One of the terms bandied about lately is “toxic masculinity.” The basic idea is obvious — that some men are so fixated on demonstrating how “manly” they are that they harm themselves and others in the process. I tend to frown on the use of labels, and like most labels, “toxic masculinity” points to something real and serious, but does not illuminate it.
Recently, we’ve seen, mostly in the United States, people, mostly men, refusing to wear face masks. This comes despite the recommendations of many scientists that wearing face masks helps prevent the spread of the coronavirus. This pig-headed obstinate refusal to wear face masks has been attributed to toxic masculinity. That makes sense, but I think refusing to wear face masks, like all displays of toxic masculinity, are masking a deeper fear.

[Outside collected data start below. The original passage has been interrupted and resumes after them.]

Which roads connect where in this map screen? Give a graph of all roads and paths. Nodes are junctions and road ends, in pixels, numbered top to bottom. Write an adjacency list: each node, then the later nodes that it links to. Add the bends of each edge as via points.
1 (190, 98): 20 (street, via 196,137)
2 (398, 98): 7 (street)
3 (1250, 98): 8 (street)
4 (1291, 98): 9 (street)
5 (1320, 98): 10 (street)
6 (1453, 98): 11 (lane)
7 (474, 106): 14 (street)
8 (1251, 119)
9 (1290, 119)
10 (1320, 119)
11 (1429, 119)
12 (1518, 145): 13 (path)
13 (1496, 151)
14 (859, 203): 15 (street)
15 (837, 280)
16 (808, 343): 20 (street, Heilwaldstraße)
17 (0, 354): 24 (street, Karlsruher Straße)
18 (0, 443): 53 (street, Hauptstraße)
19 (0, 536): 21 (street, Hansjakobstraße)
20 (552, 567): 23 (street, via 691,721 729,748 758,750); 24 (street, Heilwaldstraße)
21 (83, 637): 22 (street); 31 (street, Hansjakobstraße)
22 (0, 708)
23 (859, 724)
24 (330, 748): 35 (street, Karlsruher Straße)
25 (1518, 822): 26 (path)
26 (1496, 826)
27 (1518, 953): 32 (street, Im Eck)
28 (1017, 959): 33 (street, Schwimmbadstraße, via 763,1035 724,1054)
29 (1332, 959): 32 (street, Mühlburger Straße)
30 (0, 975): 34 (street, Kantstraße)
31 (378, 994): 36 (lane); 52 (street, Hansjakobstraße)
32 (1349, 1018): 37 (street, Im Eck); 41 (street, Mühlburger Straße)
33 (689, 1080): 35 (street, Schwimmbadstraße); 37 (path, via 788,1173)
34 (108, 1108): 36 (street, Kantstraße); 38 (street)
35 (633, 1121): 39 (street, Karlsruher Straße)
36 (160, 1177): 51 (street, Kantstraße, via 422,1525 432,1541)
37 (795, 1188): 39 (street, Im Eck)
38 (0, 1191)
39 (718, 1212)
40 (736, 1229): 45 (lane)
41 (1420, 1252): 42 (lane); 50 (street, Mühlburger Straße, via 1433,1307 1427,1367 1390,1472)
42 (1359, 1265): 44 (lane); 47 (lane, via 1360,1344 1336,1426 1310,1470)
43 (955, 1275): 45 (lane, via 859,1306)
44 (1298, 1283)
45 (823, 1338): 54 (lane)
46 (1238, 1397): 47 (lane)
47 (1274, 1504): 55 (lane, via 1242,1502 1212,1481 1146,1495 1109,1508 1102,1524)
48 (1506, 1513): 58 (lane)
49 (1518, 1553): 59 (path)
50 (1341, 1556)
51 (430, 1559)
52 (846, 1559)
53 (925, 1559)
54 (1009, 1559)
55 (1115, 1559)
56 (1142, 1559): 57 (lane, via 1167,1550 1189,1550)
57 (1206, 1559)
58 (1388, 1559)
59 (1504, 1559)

Why would someone refuse to help others by wearing a face mask? For most, if not all, of these people, it is a fear of appearing to be weak. I think it’s a combination of not wanting to appear to be afraid of the virus, not wanting to be seen to be dictated to by others, and not wanting to be seen heeding other people’s concerns. The many comments on social media by these mask averse people tend to relate to one of these three fears.
These three fears drive all displays of toxic masculinity: fear of appearing afraid, fear that someone knows more than you, and fear that you are submissive to others. The common denominator is the fear of appearing weak. It’s like when guys wear shorts in the winter, strap on a gun, brag about how much money they make, try to out drink each other, and all that other macho silliness. They want to look the tough guy and in their fantasies, tough guys don’t wear face masks.
The western or action movie heroes don’t wear face masks. They don’t listen to the experts. They certainly aren’t soft “snowflakes” who show compassion for others. They ain’t got time to bleed. They ain’t got time to hear about how others need help. They sure ain’t gonna give up their “rights” to help others.
The fear of appearing weak also drives much of right-wing politics. Look at the triad of Trump, Boris, and Putin. Even though Putin is the only one who looks decent shirtless on a horse, they each fantasize themselves as the tough guy hero. They’re manly tough guys who don’t listen to the experts, never admit they could possibly make a mistake, and above all are tough on all those “weak” people who can’t be as tough and oblivious as them.
Right-wing leaders gain power by appealing to base fears in people. The central fear they exploit is fear of the Other, and second is the fear of appearing weak. To use just one example, it’s hardly surprising that the poster child for toxic masculinity, Clint Eastwood, went from glorifying police brutality in films to insulting an empty chair at a GOP convention. Can’t show the weakness of civility and respect for others. Then they glorify their own fear-driven depraved indifference as “did society a favor.”
I’ve written elsewhere that bigotry is cowardice, and that racism is structural cowardice. Structural racism tells us that those who are different from us are inferior to us. They are immoral. Stupid. Deviant. Dangerous. These false stories give the bigot who is driven by fear of the Other a justification for their fear. The stories also appeal to their fear of appearing weak. What easier way to feel strong than to adopt the fantasy that others are weak and inferior.
What’s true for race-based bigotry is true for bigotry and fear based on gender, sexuality, ethnicity, and religion, among others. It takes courage to accept others who are different. Not everyone has that courage. For the fearful man, it is easier to feel strong by adopting the fantasy that women are weak and inferior. God forbid they make the effort to deal with women as equals. All bigotries share this same structure of compensating for cowardice by fantasizing that others are weaker.
I bet that widespread among right-wingers is the belief that only weak people would catch the coronavirus. It’s an absurd fantasy. But, that racial minorities, who structural racism keeps impoverished and with less access to health care, have suffered more from coronavirus, seems to verify the right-wing fantasy. “Only weak, inferior people catch the coronavirus, why should I wear a face mask?” It’s another form of fear-driven bigotry toward others.
In the coronavirus pandemic, the right-wing politicians were reluctant to order the restrictions on activities that experts said would save lives. They didn’t want to appear weak. I need not repeat the many machismo-laden pronouncements by right-wing politicians about how the coronavirus was not a real threat, would go away on its own, and was under their control. Total nonsense. Lies upon lies. But lies crafted to appeal to their right-wing base who are also infected with the fear of appearing weak.
Meanwhile, leaders with real strength listened to experts, took appropriate steps, and saved lives. Funny how they are the ones who look like strong leaders.
Face it. If you refuse to wear a mask, you are a coward. Oh, and an ass; definitely an ass. And if you weren’t a coward, you wouldn’t need to act like an oblivious ass to make yourself feel tough.
So, as much as I appreciate the label “toxic masculinity,” I suggest we call that behavior what it really is: cowardice. A strong person doesn’t need to show others that he or she is strong.